TASK GOAL
The entries shown below are to be printed in full, unaltered.

MATERIAL SUPPLIED
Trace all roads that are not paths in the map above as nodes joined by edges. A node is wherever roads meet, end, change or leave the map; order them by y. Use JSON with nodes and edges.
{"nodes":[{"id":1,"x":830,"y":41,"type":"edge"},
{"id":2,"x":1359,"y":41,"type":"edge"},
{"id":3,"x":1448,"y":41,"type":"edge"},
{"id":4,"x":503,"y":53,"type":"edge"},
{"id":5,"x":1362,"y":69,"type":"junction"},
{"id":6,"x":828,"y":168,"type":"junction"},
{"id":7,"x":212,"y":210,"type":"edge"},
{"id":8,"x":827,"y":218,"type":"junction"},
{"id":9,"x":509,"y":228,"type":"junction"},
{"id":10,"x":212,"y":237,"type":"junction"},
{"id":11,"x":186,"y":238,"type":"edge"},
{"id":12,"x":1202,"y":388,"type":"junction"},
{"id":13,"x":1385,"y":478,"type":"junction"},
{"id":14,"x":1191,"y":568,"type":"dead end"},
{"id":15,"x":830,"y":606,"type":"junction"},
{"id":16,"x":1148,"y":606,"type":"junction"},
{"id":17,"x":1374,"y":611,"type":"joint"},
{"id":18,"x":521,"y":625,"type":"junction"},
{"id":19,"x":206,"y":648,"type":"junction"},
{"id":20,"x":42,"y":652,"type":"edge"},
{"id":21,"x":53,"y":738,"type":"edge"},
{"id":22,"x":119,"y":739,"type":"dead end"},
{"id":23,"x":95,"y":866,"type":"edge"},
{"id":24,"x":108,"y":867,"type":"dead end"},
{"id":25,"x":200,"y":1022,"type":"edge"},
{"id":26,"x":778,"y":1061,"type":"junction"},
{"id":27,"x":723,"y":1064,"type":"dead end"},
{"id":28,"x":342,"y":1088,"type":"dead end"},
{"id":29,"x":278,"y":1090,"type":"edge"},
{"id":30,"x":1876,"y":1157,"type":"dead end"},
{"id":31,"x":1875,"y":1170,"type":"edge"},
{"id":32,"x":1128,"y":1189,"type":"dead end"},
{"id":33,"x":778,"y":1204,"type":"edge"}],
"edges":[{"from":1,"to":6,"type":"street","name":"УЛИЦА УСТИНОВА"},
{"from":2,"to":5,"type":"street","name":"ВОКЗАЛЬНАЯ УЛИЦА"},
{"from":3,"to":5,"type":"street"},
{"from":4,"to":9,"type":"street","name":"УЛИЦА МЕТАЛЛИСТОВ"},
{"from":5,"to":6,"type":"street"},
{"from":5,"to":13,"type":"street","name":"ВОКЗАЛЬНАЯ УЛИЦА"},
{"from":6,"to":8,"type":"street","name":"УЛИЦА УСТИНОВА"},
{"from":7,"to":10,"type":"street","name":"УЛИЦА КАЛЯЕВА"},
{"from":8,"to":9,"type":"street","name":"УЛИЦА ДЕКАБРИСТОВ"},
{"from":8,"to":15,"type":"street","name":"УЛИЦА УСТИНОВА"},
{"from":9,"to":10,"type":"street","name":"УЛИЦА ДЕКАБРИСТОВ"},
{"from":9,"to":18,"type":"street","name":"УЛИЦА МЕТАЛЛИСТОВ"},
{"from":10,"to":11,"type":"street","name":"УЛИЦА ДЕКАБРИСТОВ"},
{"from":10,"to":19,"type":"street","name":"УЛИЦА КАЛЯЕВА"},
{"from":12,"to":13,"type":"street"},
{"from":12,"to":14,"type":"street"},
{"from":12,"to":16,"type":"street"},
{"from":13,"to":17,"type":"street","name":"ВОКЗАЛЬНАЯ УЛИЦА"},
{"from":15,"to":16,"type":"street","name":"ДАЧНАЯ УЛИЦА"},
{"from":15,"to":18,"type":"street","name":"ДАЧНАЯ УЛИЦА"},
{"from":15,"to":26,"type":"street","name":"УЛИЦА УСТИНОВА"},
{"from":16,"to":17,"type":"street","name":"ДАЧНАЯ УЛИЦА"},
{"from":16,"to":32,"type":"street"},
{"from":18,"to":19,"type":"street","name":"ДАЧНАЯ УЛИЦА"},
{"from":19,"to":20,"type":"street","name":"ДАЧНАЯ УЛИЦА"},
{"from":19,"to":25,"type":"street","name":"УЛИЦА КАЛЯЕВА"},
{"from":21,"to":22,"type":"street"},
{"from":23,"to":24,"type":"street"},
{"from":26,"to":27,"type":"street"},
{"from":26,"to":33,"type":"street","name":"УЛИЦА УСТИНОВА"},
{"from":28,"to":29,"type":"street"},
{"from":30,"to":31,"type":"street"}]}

RESPONSE BOX
Trace all roads that are not paths in the map above as nodes joined by edges. A node is wherever roads meet, end, change or leave the map; order them by y. Use JSON with nodes and edges.
{"nodes":[{"id":1,"x":830,"y":41,"type":"edge"},
{"id":2,"x":1359,"y":41,"type":"edge"},
{"id":3,"x":1448,"y":41,"type":"edge"},
{"id":4,"x":503,"y":53,"type":"edge"},
{"id":5,"x":1362,"y":69,"type":"junction"},
{"id":6,"x":828,"y":168,"type":"junction"},
{"id":7,"x":212,"y":210,"type":"edge"},
{"id":8,"x":827,"y":218,"type":"junction"},
{"id":9,"x":509,"y":228,"type":"junction"},
{"id":10,"x":212,"y":237,"type":"junction"},
{"id":11,"x":186,"y":238,"type":"edge"},
{"id":12,"x":1202,"y":388,"type":"junction"},
{"id":13,"x":1385,"y":478,"type":"junction"},
{"id":14,"x":1191,"y":568,"type":"dead end"},
{"id":15,"x":830,"y":606,"type":"junction"},
{"id":16,"x":1148,"y":606,"type":"junction"},
{"id":17,"x":1374,"y":611,"type":"joint"},
{"id":18,"x":521,"y":625,"type":"junction"},
{"id":19,"x":206,"y":648,"type":"junction"},
{"id":20,"x":42,"y":652,"type":"edge"},
{"id":21,"x":53,"y":738,"type":"edge"},
{"id":22,"x":119,"y":739,"type":"dead end"},
{"id":23,"x":95,"y":866,"type":"edge"},
{"id":24,"x":108,"y":867,"type":"dead end"},
{"id":25,"x":200,"y":1022,"type":"edge"},
{"id":26,"x":778,"y":1061,"type":"junction"},
{"id":27,"x":723,"y":1064,"type":"dead end"},
{"id":28,"x":342,"y":1088,"type":"dead end"},
{"id":29,"x":278,"y":1090,"type":"edge"},
{"id":30,"x":1876,"y":1157,"type":"dead end"},
{"id":31,"x":1875,"y":1170,"type":"edge"},
{"id":32,"x":1128,"y":1189,"type":"dead end"},
{"id":33,"x":778,"y":1204,"type":"edge"}],
"edges":[{"from":1,"to":6,"type":"street","name":"УЛИЦА УСТИНОВА"},
{"from":2,"to":5,"type":"street","name":"ВОКЗАЛЬНАЯ УЛИЦА"},
{"from":3,"to":5,"type":"street"},
{"from":4,"to":9,"type":"street","name":"УЛИЦА МЕТАЛЛИСТОВ"},
{"from":5,"to":6,"type":"street"},
{"from":5,"to":13,"type":"street","name":"ВОКЗАЛЬНАЯ УЛИЦА"},
{"from":6,"to":8,"type":"street","name":"УЛИЦА УСТИНОВА"},
{"from":7,"to":10,"type":"street","name":"УЛИЦА КАЛЯЕВА"},
{"from":8,"to":9,"type":"street","name":"УЛИЦА ДЕКАБРИСТОВ"},
{"from":8,"to":15,"type":"street","name":"УЛИЦА УСТИНОВА"},
{"from":9,"to":10,"type":"street","name":"УЛИЦА ДЕКАБРИСТОВ"},
{"from":9,"to":18,"type":"street","name":"УЛИЦА МЕТАЛЛИСТОВ"},
{"from":10,"to":11,"type":"street","name":"УЛИЦА ДЕКАБРИСТОВ"},
{"from":10,"to":19,"type":"street","name":"УЛИЦА КАЛЯЕВА"},
{"from":12,"to":13,"type":"street"},
{"from":12,"to":14,"type":"street"},
{"from":12,"to":16,"type":"street"},
{"from":13,"to":17,"type":"street","name":"ВОКЗАЛЬНАЯ УЛИЦА"},
{"from":15,"to":16,"type":"street","name":"ДАЧНАЯ УЛИЦА"},
{"from":15,"to":18,"type":"street","name":"ДАЧНАЯ УЛИЦА"},
{"from":15,"to":26,"type":"street","name":"УЛИЦА УСТИНОВА"},
{"from":16,"to":17,"type":"street","name":"ДАЧНАЯ УЛИЦА"},
{"from":16,"to":32,"type":"street"},
{"from":18,"to":19,"type":"street","name":"ДАЧНАЯ УЛИЦА"},
{"from":19,"to":20,"type":"street","name":"ДАЧНАЯ УЛИЦА"},
{"from":19,"to":25,"type":"street","name":"УЛИЦА КАЛЯЕВА"},
{"from":21,"to":22,"type":"street"},
{"from":23,"to":24,"type":"street"},
{"from":26,"to":27,"type":"street"},
{"from":26,"to":33,"type":"street","name":"УЛИЦА УСТИНОВА"},
{"from":28,"to":29,"type":"street"},
{"from":30,"to":31,"type":"street"}]}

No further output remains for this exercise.